Task description =>
Set down the material exactly, keeping every line whole.

Records supplied =>

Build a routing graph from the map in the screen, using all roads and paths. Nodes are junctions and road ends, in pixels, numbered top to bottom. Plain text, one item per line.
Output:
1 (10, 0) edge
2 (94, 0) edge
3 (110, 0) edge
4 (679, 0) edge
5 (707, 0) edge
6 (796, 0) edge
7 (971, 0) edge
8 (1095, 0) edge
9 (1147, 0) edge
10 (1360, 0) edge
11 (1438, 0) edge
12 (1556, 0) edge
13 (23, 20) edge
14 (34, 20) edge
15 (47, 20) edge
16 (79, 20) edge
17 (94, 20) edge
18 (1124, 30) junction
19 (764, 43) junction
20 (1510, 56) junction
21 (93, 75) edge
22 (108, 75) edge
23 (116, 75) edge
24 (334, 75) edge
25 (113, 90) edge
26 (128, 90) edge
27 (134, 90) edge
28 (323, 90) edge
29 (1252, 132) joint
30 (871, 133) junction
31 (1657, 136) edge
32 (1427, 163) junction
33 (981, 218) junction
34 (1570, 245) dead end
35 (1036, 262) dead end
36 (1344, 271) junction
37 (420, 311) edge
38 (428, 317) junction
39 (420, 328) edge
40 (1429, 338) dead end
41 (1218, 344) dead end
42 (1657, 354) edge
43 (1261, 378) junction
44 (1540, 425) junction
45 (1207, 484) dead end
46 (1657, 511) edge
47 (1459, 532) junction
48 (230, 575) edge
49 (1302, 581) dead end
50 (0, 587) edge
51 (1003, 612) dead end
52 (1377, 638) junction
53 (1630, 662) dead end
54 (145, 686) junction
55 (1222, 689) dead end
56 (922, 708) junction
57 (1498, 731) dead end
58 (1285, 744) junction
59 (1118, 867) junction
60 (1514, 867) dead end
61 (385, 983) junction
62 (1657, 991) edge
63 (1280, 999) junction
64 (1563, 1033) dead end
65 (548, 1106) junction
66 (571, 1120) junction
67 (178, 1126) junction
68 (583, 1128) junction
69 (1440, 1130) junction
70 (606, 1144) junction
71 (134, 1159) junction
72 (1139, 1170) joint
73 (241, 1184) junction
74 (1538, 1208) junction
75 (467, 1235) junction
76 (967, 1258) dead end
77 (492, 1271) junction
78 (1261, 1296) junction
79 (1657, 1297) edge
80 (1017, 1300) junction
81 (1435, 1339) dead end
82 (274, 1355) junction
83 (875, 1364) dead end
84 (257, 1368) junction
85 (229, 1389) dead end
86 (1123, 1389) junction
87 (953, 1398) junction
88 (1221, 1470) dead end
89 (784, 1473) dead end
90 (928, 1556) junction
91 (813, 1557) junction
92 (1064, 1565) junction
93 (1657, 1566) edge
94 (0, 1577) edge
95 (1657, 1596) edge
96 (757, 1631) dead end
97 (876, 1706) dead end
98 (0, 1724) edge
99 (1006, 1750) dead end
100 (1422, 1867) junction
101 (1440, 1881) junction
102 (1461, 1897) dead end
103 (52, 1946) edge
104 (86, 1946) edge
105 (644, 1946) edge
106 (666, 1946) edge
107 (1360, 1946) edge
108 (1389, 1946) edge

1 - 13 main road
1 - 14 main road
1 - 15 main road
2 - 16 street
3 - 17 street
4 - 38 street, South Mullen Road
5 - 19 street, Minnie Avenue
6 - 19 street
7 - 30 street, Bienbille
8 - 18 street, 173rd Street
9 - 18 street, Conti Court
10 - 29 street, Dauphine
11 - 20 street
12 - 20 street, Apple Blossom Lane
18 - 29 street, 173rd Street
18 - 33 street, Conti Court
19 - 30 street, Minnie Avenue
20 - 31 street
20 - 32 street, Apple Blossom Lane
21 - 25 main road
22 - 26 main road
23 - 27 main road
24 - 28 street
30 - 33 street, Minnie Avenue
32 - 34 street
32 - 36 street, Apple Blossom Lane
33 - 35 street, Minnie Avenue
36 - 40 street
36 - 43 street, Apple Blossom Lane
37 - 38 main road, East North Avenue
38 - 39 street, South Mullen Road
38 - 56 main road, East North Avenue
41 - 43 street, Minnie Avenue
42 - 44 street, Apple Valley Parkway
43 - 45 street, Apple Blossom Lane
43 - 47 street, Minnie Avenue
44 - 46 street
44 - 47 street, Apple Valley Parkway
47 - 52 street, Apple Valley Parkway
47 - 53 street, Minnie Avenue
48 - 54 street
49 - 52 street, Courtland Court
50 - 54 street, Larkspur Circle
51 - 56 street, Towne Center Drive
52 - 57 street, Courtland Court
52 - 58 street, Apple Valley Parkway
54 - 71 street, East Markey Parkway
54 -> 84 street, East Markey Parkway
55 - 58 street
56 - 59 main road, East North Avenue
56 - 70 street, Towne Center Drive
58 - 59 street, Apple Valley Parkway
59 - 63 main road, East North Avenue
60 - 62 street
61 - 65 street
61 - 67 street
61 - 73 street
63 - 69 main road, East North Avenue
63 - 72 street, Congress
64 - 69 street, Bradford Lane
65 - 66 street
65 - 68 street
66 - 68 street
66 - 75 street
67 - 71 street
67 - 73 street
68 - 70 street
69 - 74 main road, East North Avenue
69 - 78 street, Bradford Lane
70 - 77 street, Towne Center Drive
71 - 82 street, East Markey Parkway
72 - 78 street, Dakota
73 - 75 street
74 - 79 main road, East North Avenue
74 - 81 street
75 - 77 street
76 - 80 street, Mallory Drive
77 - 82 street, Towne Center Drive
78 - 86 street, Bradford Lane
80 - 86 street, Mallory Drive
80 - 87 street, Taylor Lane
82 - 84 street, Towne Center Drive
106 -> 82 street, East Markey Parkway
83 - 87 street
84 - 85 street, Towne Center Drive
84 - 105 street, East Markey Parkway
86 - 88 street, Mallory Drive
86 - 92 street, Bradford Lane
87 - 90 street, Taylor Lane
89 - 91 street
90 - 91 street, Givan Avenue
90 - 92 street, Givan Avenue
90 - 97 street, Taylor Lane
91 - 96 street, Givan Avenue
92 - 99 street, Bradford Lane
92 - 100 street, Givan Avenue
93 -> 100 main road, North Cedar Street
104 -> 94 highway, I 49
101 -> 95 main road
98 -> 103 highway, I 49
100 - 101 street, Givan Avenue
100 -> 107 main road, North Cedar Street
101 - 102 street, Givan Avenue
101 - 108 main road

Response for this exercise =>
Build a routing graph from the map in the screen, using all roads and paths. Nodes are junctions and road ends, in pixels, numbered top to bottom. Plain text, one item per line.
Output:
1 (10, 0) edge
2 (94, 0) edge
3 (110, 0) edge
4 (679, 0) edge
5 (707, 0) edge
6 (796, 0) edge
7 (971, 0) edge
8 (1095, 0) edge
9 (1147, 0) edge
10 (1360, 0) edge
11 (1438, 0) edge
12 (1556, 0) edge
13 (23, 20) edge
14 (34, 20) edge
15 (47, 20) edge
16 (79, 20) edge
17 (94, 20) edge
18 (1124, 30) junction
19 (764, 43) junction
20 (1510, 56) junction
21 (93, 75) edge
22 (108, 75) edge
23 (116, 75) edge
24 (334, 75) edge
25 (113, 90) edge
26 (128, 90) edge
27 (134, 90) edge
28 (323, 90) edge
29 (1252, 132) joint
30 (871, 133) junction
31 (1657, 136) edge
32 (1427, 163) junction
33 (981, 218) junction
34 (1570, 245) dead end
35 (1036, 262) dead end
36 (1344, 271) junction
37 (420, 311) edge
38 (428, 317) junction
39 (420, 328) edge
40 (1429, 338) dead end
41 (1218, 344) dead end
42 (1657, 354) edge
43 (1261, 378) junction
44 (1540, 425) junction
45 (1207, 484) dead end
46 (1657, 511) edge
47 (1459, 532) junction
48 (230, 575) edge
49 (1302, 581) dead end
50 (0, 587) edge
51 (1003, 612) dead end
52 (1377, 638) junction
53 (1630, 662) dead end
54 (145, 686) junction
55 (1222, 689) dead end
56 (922, 708) junction
57 (1498, 731) dead end
58 (1285, 744) junction
59 (1118, 867) junction
60 (1514, 867) dead end
61 (385, 983) junction
62 (1657, 991) edge
63 (1280, 999) junction
64 (1563, 1033) dead end
65 (548, 1106) junction
66 (571, 1120) junction
67 (178, 1126) junction
68 (583, 1128) junction
69 (1440, 1130) junction
70 (606, 1144) junction
71 (134, 1159) junction
72 (1139, 1170) joint
73 (241, 1184) junction
74 (1538, 1208) junction
75 (467, 1235) junction
76 (967, 1258) dead end
77 (492, 1271) junction
78 (1261, 1296) junction
79 (1657, 1297) edge
80 (1017, 1300) junction
81 (1435, 1339) dead end
82 (274, 1355) junction
83 (875, 1364) dead end
84 (257, 1368) junction
85 (229, 1389) dead end
86 (1123, 1389) junction
87 (953, 1398) junction
88 (1221, 1470) dead end
89 (784, 1473) dead end
90 (928, 1556) junction
91 (813, 1557) junction
92 (1064, 1565) junction
93 (1657, 1566) edge
94 (0, 1577) edge
95 (1657, 1596) edge
96 (757, 1631) dead end
97 (876, 1706) dead end
98 (0, 1724) edge
99 (1006, 1750) dead end
100 (1422, 1867) junction
101 (1440, 1881) junction
102 (1461, 1897) dead end
103 (52, 1946) edge
104 (86, 1946) edge
105 (644, 1946) edge
106 (666, 1946) edge
107 (1360, 1946) edge
108 (1389, 1946) edge

1 - 13 main road
1 - 14 main road
1 - 15 main road
2 - 16 street
3 - 17 street
4 - 38 street, South Mullen Road
5 - 19 street, Minnie Avenue
6 - 19 street
7 - 30 street, Bienbille
8 - 18 street, 173rd Street
9 - 18 street, Conti Court
10 - 29 street, Dauphine
11 - 20 street
12 - 20 street, Apple Blossom Lane
18 - 29 street, 173rd Street
18 - 33 street, Conti Court
19 - 30 street, Minnie Avenue
20 - 31 street
20 - 32 street, Apple Blossom Lane
21 - 25 main road
22 - 26 main road
23 - 27 main road
24 - 28 street
30 - 33 street, Minnie Avenue
32 - 34 street
32 - 36 street, Apple Blossom Lane
33 - 35 street, Minnie Avenue
36 - 40 street
36 - 43 street, Apple Blossom Lane
37 - 38 main road, East North Avenue
38 - 39 street, South Mullen Road
38 - 56 main road, East North Avenue
41 - 43 street, Minnie Avenue
42 - 44 street, Apple Valley Parkway
43 - 45 street, Apple Blossom Lane
43 - 47 street, Minnie Avenue
44 - 46 street
44 - 47 street, Apple Valley Parkway
47 - 52 street, Apple Valley Parkway
47 - 53 street, Minnie Avenue
48 - 54 street
49 - 52 street, Courtland Court
50 - 54 street, Larkspur Circle
51 - 56 street, Towne Center Drive
52 - 57 street, Courtland Court
52 - 58 street, Apple Valley Parkway
54 - 71 street, East Markey Parkway
54 -> 84 street, East Markey Parkway
55 - 58 street
56 - 59 main road, East North Avenue
56 - 70 street, Towne Center Drive
58 - 59 street, Apple Valley Parkway
59 - 63 main road, East North Avenue
60 - 62 street
61 - 65 street
61 - 67 street
61 - 73 street
63 - 69 main road, East North Avenue
63 - 72 street, Congress
64 - 69 street, Bradford Lane
65 - 66 street
65 - 68 street
66 - 68 street
66 - 75 street
67 - 71 street
67 - 73 street
68 - 70 street
69 - 74 main road, East North Avenue
69 - 78 street, Bradford Lane
70 - 77 street, Towne Center Drive
71 - 82 street, East Markey Parkway
72 - 78 street, Dakota
73 - 75 street
74 - 79 main road, East North Avenue
74 - 81 street
75 - 77 street
76 - 80 street, Mallory Drive
77 - 82 street, Towne Center Drive
78 - 86 street, Bradford Lane
80 - 86 street, Mallory Drive
80 - 87 street, Taylor Lane
82 - 84 street, Towne Center Drive
106 -> 82 street, East Markey Parkway
83 - 87 street
84 - 85 street, Towne Center Drive
84 - 105 street, East Markey Parkway
86 - 88 street, Mallory Drive
86 - 92 street, Bradford Lane
87 - 90 street, Taylor Lane
89 - 91 street
90 - 91 street, Givan Avenue
90 - 92 street, Givan Avenue
90 - 97 street, Taylor Lane
91 - 96 street, Givan Avenue
92 - 99 street, Bradford Lane
92 - 100 street, Givan Avenue
93 -> 100 main road, North Cedar Street
104 -> 94 highway, I 49
101 -> 95 main road
98 -> 103 highway, I 49
100 - 101 street, Givan Avenue
100 -> 107 main road, North Cedar Street
101 - 102 street, Givan Avenue
101 - 108 main road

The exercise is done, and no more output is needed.